Paintings depicting topographical views of India and botanical studies were produced by various artists in the employment of the East India (John) Company from around 1760 through to the early 19th century.  These were known as Company School and proved extremely popular with their British audience, who revelled in the mystique and romance of the sub-Continent.   There were two distinct angles of Company School - Indian and British, and it is the latter that this beautiful set of watercolours belongs.  The appeal is both academic and sentimental: academic as the historical record of Indian architecture as seen in the early part of the 19th century and sentimental as a panorama of the `wonder that was India' seen through British eyes.

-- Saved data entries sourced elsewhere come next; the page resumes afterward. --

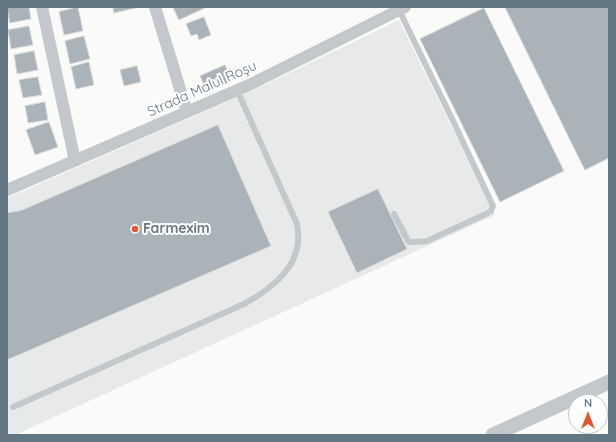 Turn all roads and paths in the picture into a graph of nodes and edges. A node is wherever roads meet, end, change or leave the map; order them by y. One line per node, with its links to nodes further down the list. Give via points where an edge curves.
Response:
1 (42, 7): 6 (street)
2 (155, 7): 5 (street)
3 (402, 8): 4 (street, Strada Malul Roșu); 8 (lane, via 493,206 488,213 427,241 418,242 409,242)
4 (238, 90): 5 (street, Strada Malul Roșu); 10 (lane, via 297,224 299,243 288,268 270,287 244,304)
5 (187, 112): 6 (street, Strada Malul Roșu)
6 (75, 161): 7 (street, Strada Malul Roșu)
7 (7, 190)
8 (394, 214)
9 (609, 382): 11 (street)
10 (13, 407)
11 (493, 435) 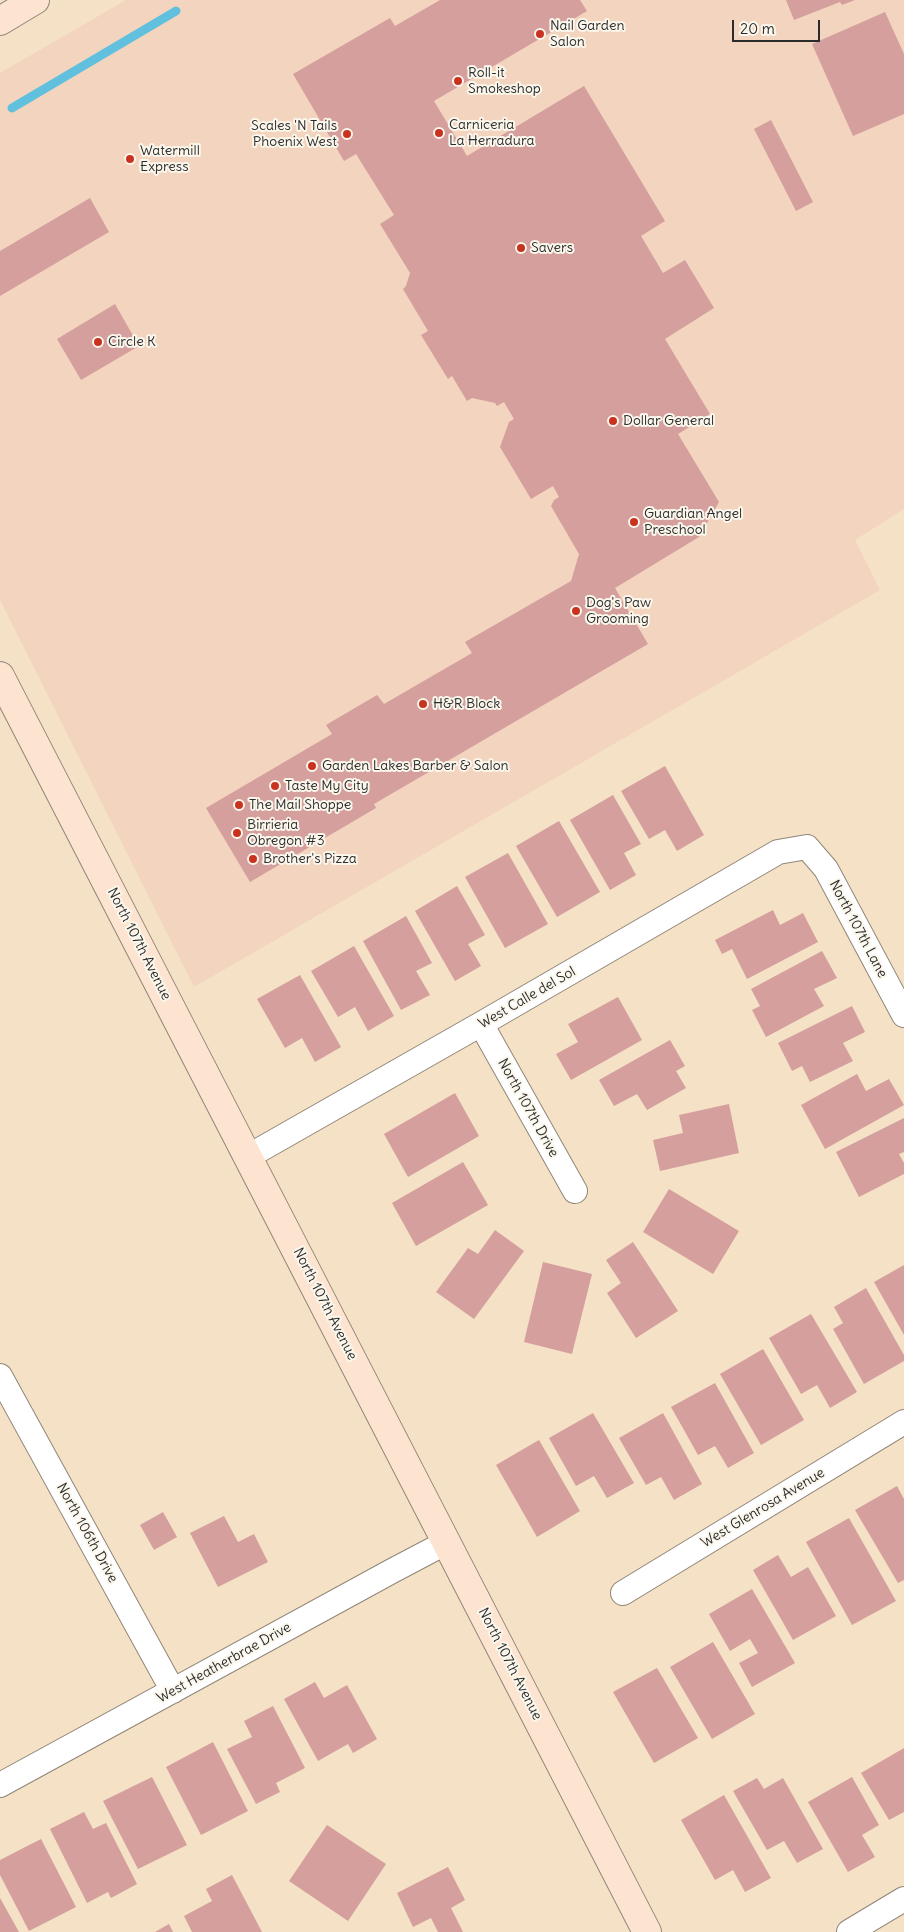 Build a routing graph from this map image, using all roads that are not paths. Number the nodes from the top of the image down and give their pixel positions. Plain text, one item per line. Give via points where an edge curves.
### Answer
1 (36, 0) edge
2 (0, 21) edge
3 (0, 676) edge
4 (807, 847) joint
5 (904, 1016) edge
6 (481, 1024) junction
7 (249, 1156) junction
8 (575, 1191) dead end
9 (0, 1376) edge
10 (904, 1422) edge
11 (447, 1542) junction
12 (622, 1593) dead end
13 (173, 1691) junction
14 (0, 1785) edge
15 (904, 1899) edge
16 (647, 1932) edge
17 (849, 1932) edge

1 - 2 main road
3 - 7 main road, North 107th Avenue
4 - 5 street, North 107th Lane via 826,869
4 - 6 street, West Calle del Sol via 778,852
6 - 7 street, West Calle del Sol
6 - 8 street, North 107th Drive
7 - 11 main road, North 107th Avenue
9 - 13 street, North 106th Drive
10 - 12 street, West Glenrosa Avenue
11 - 13 street, West Heatherbrae Drive
11 - 16 main road, North 107th Avenue
13 - 14 street, West Heatherbrae Drive
15 - 17 street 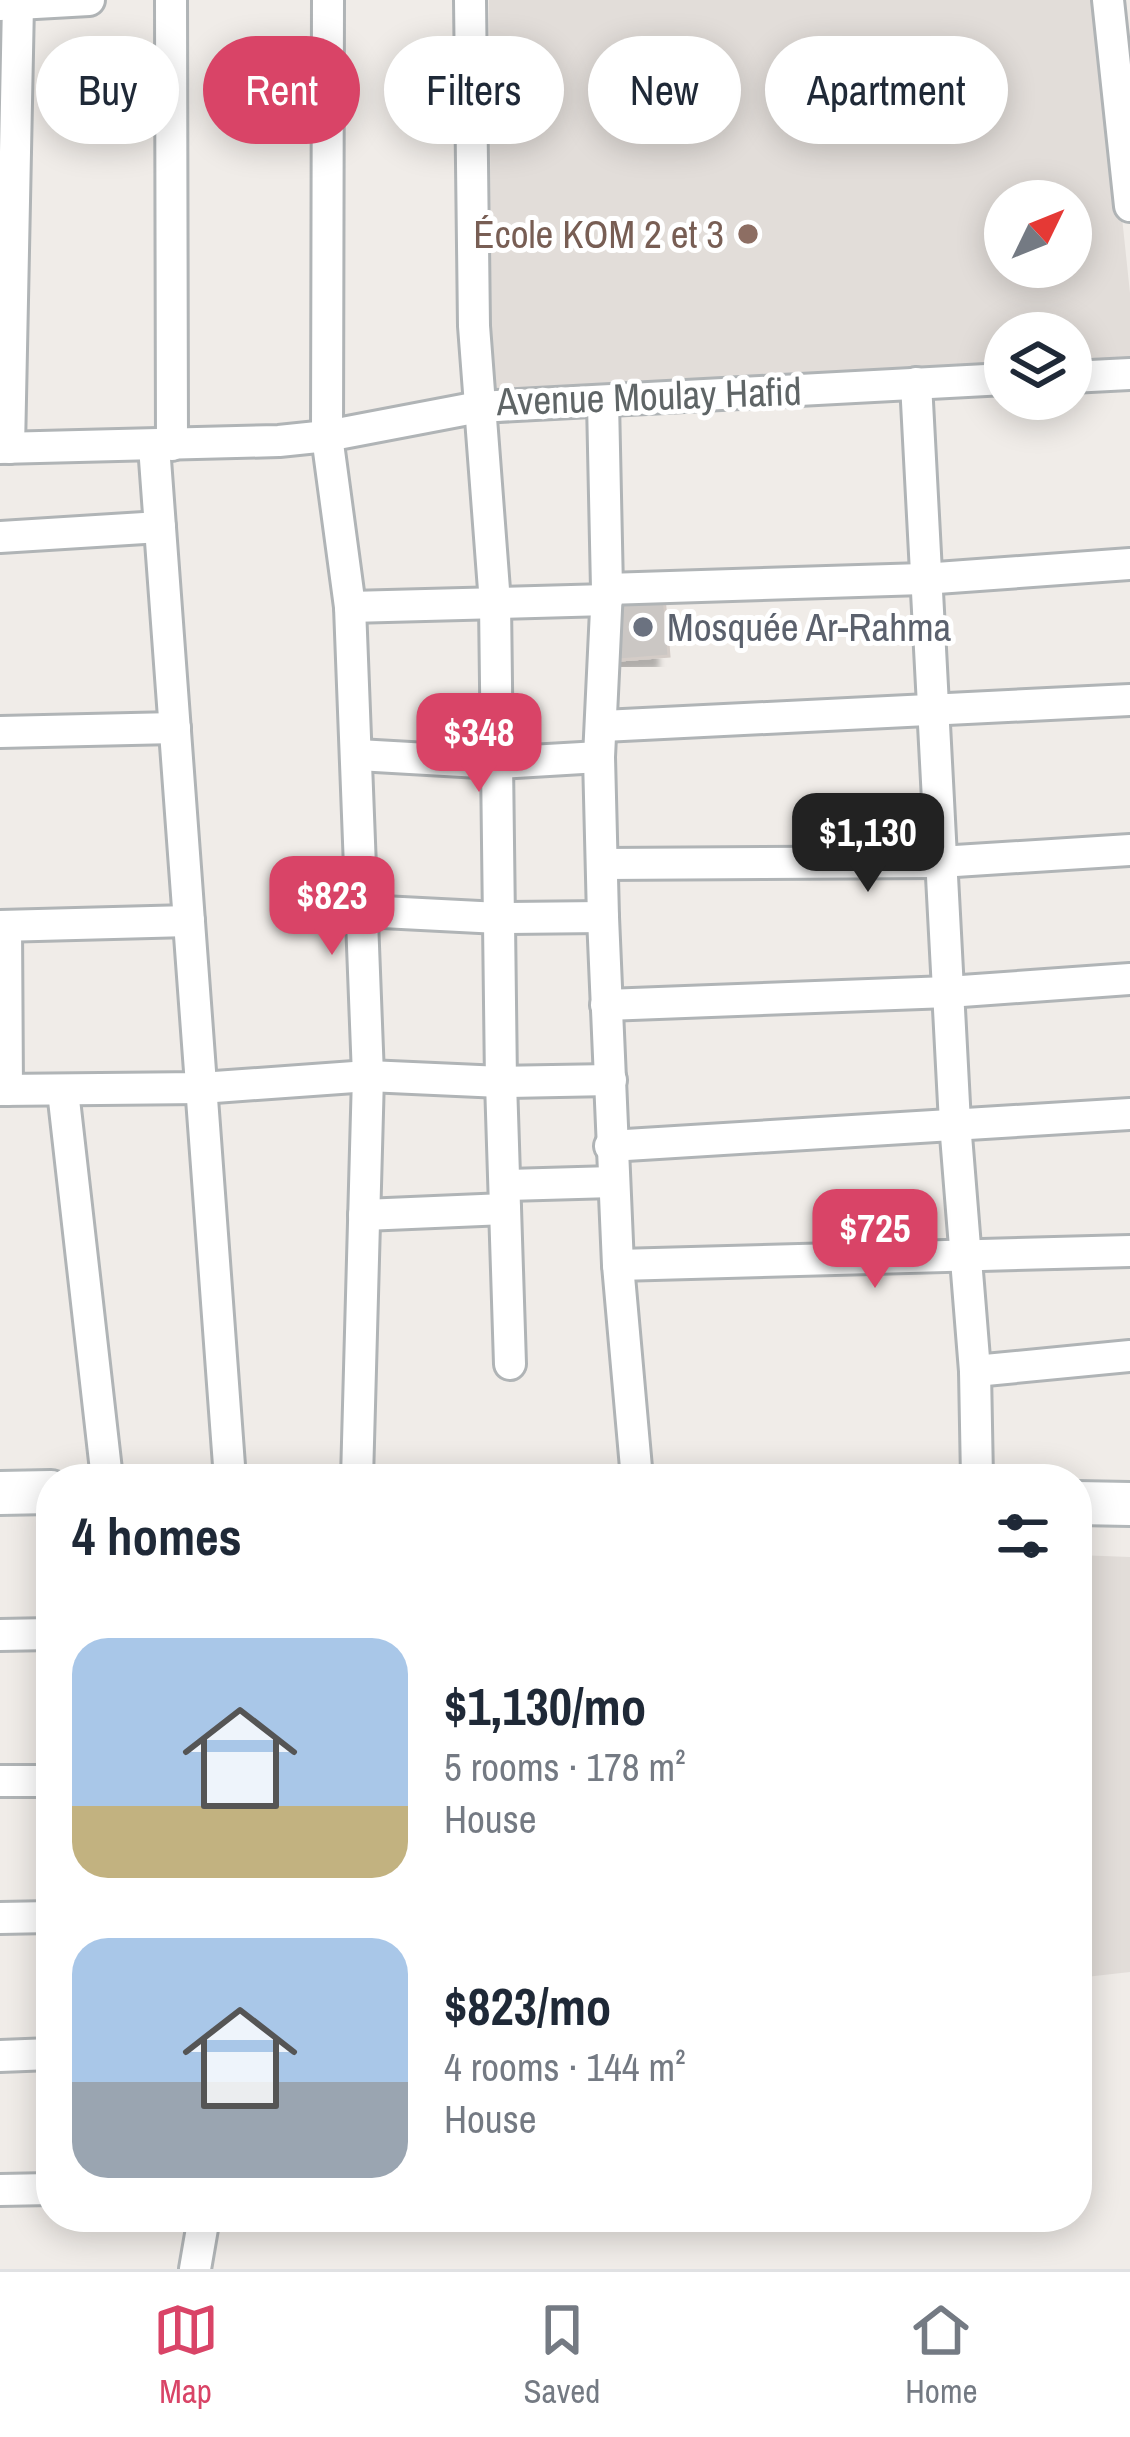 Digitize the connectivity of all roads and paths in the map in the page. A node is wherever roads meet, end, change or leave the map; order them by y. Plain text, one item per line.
1 (89, 0) edge
2 (171, 0) edge
3 (328, 0) edge
4 (470, 0) edge
5 (1115, 2) edge
6 (9, 4) edge
7 (1126, 133) edge
8 (1130, 206) edge
9 (1130, 374) edge
10 (1092, 375) edge
11 (984, 380) edge
12 (916, 383) junction
13 (603, 402) junction
14 (479, 406) junction
15 (327, 436) junction
16 (163, 446) junction
17 (4, 448) edge
18 (160, 527) junction
19 (0, 537) edge
20 (1130, 564) edge
21 (923, 579) junction
22 (607, 595) junction
23 (496, 603) junction
24 (350, 607) junction
25 (1130, 700) edge
26 (932, 710) junction
27 (175, 728) junction
28 (0, 732) edge
29 (601, 741) junction
30 (358, 755) junction
31 (497, 763) junction
32 (1130, 850) edge
33 (940, 862) junction
34 (604, 864) junction
35 (363, 911) junction
36 (603, 916) junction
37 (499, 918) junction
38 (189, 921) junction
39 (3, 926) edge
40 (1130, 980) edge
41 (948, 992) junction
42 (607, 1005) junction
43 (368, 1076) junction
44 (611, 1080) junction
45 (501, 1082) junction
46 (201, 1088) junction
47 (4, 1090) edge
48 (63, 1091) junction
49 (1130, 1114) edge
50 (956, 1123) junction
51 (610, 1146) junction
52 (613, 1182) junction
53 (505, 1197) junction
54 (364, 1214) junction
55 (1130, 1251) edge
56 (964, 1256) junction
57 (618, 1265) junction
58 (1130, 1357) edge
59 (510, 1364) dead end
60 (975, 1371) junction
61 (105, 1464) edge
62 (229, 1464) edge
63 (357, 1464) edge
64 (636, 1464) edge
65 (977, 1464) edge
66 (36, 1492) edge
67 (0, 1493) edge
68 (1092, 1503) edge
69 (1130, 1504) edge
70 (36, 1635) edge
71 (0, 1636) edge
72 (0, 1781) edge
73 (36, 1781) edge
74 (36, 1917) edge
75 (0, 1918) edge
76 (36, 2055) edge
77 (0, 2056) edge
78 (36, 2189) edge
79 (0, 2190) edge
80 (201, 2232) edge
81 (195, 2269) edge

1 - 6 street
2 - 16 street
3 - 15 street
4 - 14 street, Avenue Moulay Hafid
5 - 7 street
6 - 17 street
7 - 8 street
9 - 10 street
11 - 12 street, Avenue Moulay Hafid
12 - 13 street, Avenue Moulay Hafid
12 - 21 street
13 - 14 street, Avenue Moulay Hafid
13 - 22 street
14 - 15 street
14 - 23 street
15 - 16 street
15 - 24 street
16 - 17 street
16 - 18 street
18 - 19 street
18 - 27 street
20 - 21 street
21 - 22 street
21 - 26 street
22 - 23 street
22 - 29 street
23 - 24 street
23 - 31 street
24 - 30 street
25 - 26 street
26 - 29 street
26 - 33 street
27 - 28 street
27 - 38 street
29 - 31 street
29 - 34 street
30 - 31 street
30 - 35 street
31 - 37 street
32 - 33 street
33 - 34 street
33 - 41 street
34 - 36 street
35 - 37 street
35 - 43 street
36 - 37 street
36 - 42 street
37 - 45 street
38 - 39 street
38 - 46 street
39 - 47 street
40 - 41 street
41 - 42 street
41 - 50 street
42 - 44 street
43 - 45 street
43 - 46 street
43 - 54 street
44 - 45 street
44 - 51 street
45 - 53 street
46 - 48 street
46 - 62 street
47 - 48 street
48 - 61 street
49 - 50 street
50 - 51 street
50 - 56 street
51 - 52 street
52 - 53 street
52 - 57 street
53 - 54 street
53 - 59 street
54 - 63 street
55 - 56 street
56 - 57 street
56 - 60 street
57 - 64 street
58 - 60 street
60 - 65 street
66 - 67 street
68 - 69 street
70 - 71 street
72 - 73 street
74 - 75 street
76 - 77 street
78 - 79 street
80 - 81 street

Company school, also known as Patna painting. It's a style of miniature painting that got popular in India in the second half of the 18th century. It was in response to the tastes of the British serving with the East India Company. The style of this painting school first emerged in Murshidabad, West Bengal, and then spread to other centres of British trade. These centres included Benaras, Delhi, Lucknow, and Patna. The company school is recognised for its ethereal and brilliant paintings painted and executed in watercolours on mica and paper. Their favourite subjects used to be Indian Daily life, local rulers, sets of ceremonies and festivals, in line with the "Cult of the picturesque" then current in the British artistic circles. Most prominent and appreciated arts of them were about the natural life, but the style is remembered to be generally of a hybrid and undistinguished quality.


Its decline started with the arrival of photography, but it survived in the 20th century as Ishwari Prasad of Patna, who died in 1950 and perhaps was the last notable exponent. In the aftermath of the 19th century, the British established various Schools of Art, where history believes that a more Westernised version of the style was taught, later in competition with some other mesmerising styles. Large-scale patrons of Company School were Colonel James Skinner of Skinner's Horse fame, who was a son of a Rajput mother, and for paintings of natural history, Mary Impey, spouse of Elijah Impey, who is recalled to have commissioned over three hundred for the Impey Album, and Marquess Wellesley, who was the brother of the first Duke of Wellington, who had over 2,500. There were equally substantial movements, but much brief remembered to be around the French and Portuguese possessions in India and other South Asian places like Burma and Ceylon.